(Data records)
■ ■ ■ ■ ■ ■ ■
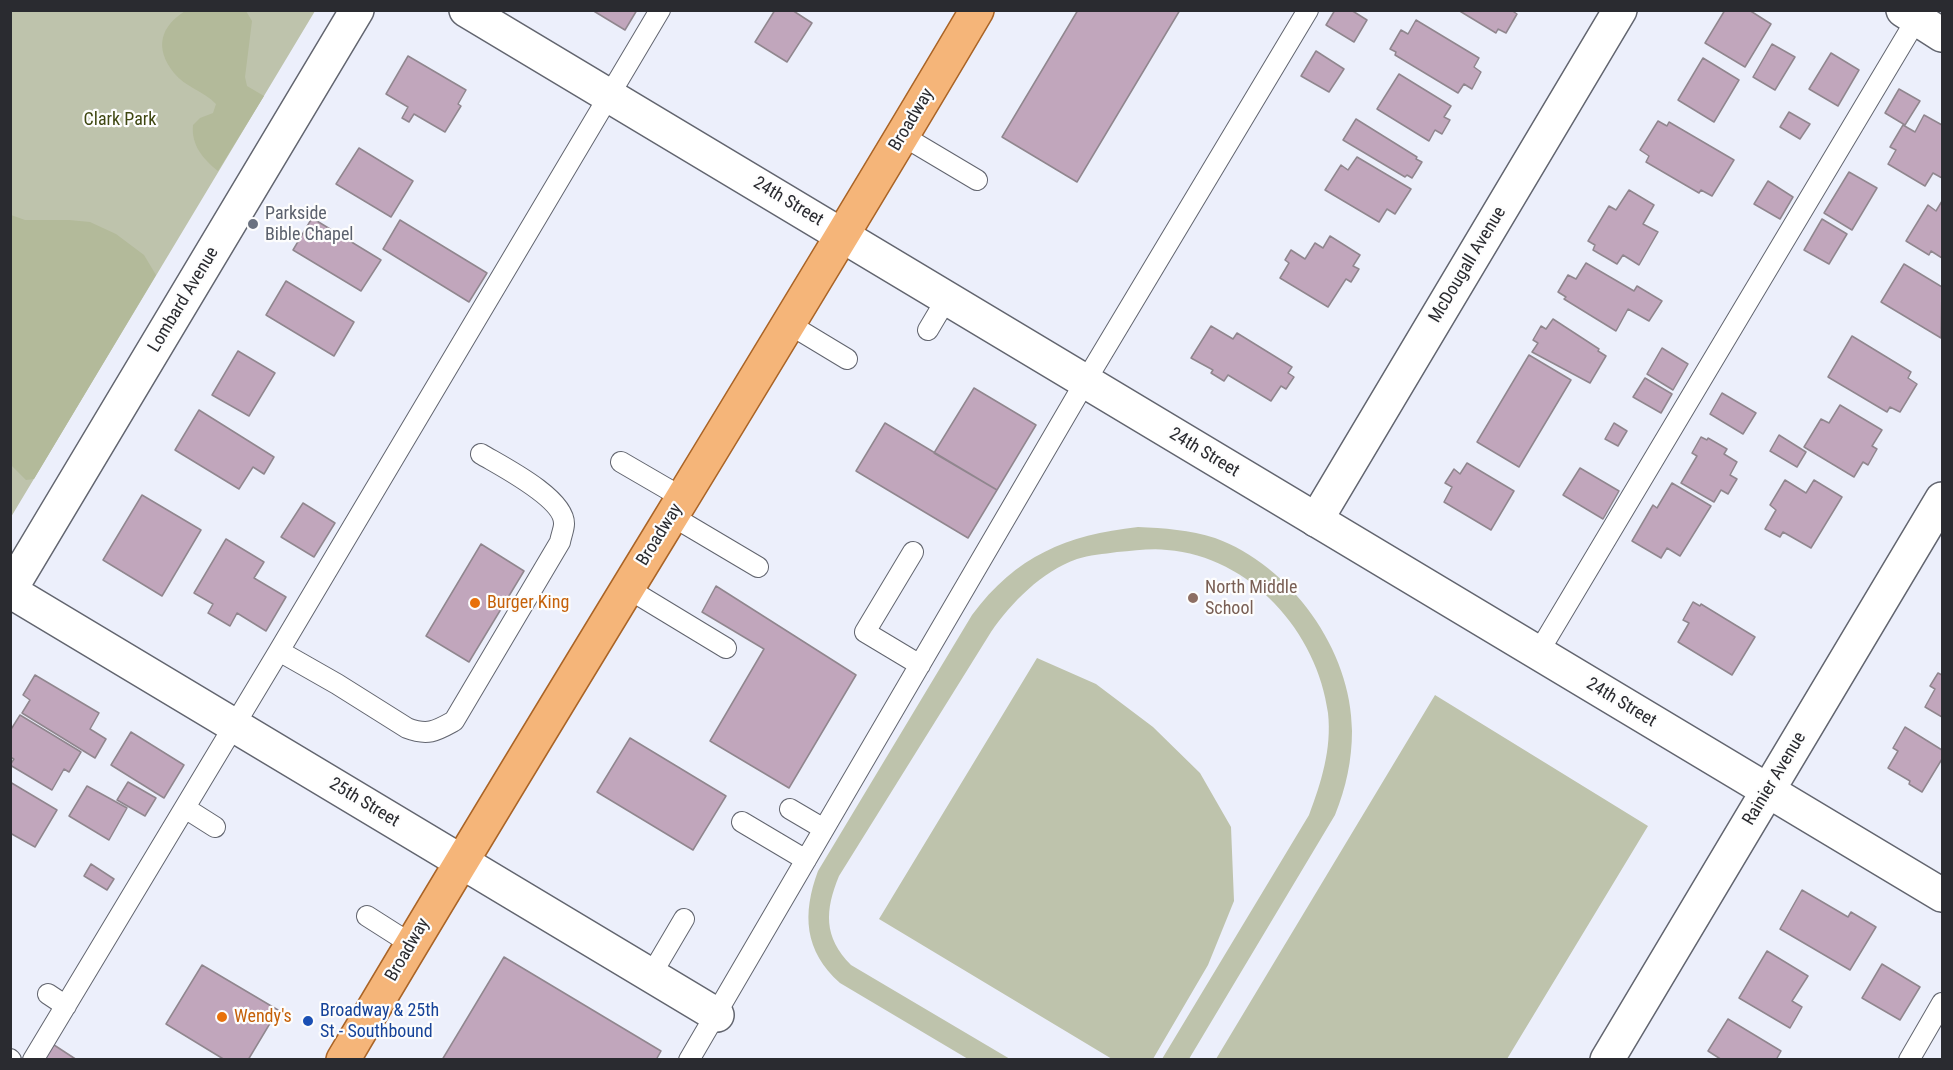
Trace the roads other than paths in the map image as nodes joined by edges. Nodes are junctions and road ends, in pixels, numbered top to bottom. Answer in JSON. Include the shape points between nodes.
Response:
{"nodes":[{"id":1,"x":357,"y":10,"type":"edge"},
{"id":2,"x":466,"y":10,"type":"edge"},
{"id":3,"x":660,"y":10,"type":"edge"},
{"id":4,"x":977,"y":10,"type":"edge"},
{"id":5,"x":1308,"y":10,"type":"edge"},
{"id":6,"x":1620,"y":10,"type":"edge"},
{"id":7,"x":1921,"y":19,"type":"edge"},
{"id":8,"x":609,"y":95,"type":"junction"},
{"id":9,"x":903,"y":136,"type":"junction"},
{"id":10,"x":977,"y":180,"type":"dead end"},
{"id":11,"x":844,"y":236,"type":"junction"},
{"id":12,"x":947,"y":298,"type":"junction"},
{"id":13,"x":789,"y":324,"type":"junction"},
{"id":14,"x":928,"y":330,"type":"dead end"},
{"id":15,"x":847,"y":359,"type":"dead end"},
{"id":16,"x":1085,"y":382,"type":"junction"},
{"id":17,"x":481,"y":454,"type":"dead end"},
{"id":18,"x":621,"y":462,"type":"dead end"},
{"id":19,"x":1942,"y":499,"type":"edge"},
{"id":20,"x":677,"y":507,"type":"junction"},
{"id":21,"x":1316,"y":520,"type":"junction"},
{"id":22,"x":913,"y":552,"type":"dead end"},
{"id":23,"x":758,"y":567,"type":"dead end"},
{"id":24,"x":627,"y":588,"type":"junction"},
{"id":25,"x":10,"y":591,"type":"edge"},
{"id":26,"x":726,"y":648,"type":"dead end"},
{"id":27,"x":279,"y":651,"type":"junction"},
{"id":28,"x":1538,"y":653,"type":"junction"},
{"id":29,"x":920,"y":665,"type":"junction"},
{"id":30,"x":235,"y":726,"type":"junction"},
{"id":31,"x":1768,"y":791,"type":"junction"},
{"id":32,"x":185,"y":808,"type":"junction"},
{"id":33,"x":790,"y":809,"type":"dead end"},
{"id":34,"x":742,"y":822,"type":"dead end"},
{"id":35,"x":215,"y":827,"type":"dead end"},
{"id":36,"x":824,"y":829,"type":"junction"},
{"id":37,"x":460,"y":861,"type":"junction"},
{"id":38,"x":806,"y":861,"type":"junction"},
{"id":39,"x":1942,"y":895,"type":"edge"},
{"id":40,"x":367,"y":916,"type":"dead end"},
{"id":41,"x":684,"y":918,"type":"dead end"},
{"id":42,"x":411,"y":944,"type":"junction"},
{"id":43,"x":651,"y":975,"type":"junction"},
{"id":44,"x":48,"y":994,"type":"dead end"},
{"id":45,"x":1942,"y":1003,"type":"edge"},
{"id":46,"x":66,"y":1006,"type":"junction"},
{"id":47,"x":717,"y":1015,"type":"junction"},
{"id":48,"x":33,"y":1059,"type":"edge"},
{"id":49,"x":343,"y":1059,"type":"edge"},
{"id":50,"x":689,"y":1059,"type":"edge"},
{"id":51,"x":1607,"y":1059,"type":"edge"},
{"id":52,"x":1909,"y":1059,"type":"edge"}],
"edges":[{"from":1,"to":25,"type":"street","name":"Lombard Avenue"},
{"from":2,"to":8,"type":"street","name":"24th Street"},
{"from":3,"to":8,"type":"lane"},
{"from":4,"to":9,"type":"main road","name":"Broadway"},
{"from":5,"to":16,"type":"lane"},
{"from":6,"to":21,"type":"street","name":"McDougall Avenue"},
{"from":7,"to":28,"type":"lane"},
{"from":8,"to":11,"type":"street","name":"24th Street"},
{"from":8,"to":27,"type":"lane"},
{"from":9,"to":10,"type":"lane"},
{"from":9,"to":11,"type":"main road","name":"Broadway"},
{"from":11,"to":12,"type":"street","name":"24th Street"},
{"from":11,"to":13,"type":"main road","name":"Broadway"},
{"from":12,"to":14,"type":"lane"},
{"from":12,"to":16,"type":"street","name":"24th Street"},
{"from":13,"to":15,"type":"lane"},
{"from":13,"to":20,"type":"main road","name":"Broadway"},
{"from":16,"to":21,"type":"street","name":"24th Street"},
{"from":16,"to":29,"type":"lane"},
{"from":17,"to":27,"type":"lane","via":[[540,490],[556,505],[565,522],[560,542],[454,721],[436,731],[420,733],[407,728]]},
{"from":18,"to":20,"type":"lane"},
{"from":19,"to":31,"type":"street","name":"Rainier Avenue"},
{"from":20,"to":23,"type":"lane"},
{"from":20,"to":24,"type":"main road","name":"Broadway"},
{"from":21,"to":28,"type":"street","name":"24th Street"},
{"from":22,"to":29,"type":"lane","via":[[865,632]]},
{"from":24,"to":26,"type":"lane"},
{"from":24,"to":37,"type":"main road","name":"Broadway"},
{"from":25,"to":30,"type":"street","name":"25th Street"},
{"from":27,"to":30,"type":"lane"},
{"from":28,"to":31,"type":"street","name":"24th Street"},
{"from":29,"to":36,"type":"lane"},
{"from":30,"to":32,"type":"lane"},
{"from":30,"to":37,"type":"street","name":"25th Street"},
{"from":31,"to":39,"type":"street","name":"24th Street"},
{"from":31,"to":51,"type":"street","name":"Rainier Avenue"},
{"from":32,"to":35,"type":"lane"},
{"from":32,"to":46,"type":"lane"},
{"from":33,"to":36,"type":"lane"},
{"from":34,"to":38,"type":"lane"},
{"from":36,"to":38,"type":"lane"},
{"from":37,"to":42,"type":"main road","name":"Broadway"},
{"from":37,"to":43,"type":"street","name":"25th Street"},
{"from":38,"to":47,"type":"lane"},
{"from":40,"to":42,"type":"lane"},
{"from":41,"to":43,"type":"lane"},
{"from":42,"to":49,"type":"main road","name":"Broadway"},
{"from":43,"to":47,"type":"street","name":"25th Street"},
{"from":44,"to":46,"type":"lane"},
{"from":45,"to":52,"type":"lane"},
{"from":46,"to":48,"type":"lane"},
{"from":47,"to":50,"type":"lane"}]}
■ ■ ■ ■ ■ ■ ■
• TASK STATEMENT:
Find each line in the records holding the string "main" and show it.

• THE COMPLETED TASK:
{"from":4,"to":9,"type":"main road","name":"Broadway"},
{"from":9,"to":11,"type":"main road","name":"Broadway"},
{"from":11,"to":13,"type":"main road","name":"Broadway"},
{"from":13,"to":20,"type":"main road","name":"Broadway"},
{"from":20,"to":24,"type":"main road","name":"Broadway"},
{"from":24,"to":37,"type":"main road","name":"Broadway"},
{"from":37,"to":42,"type":"main road","name":"Broadway"},
{"from":42,"to":49,"type":"main road","name":"Broadway"},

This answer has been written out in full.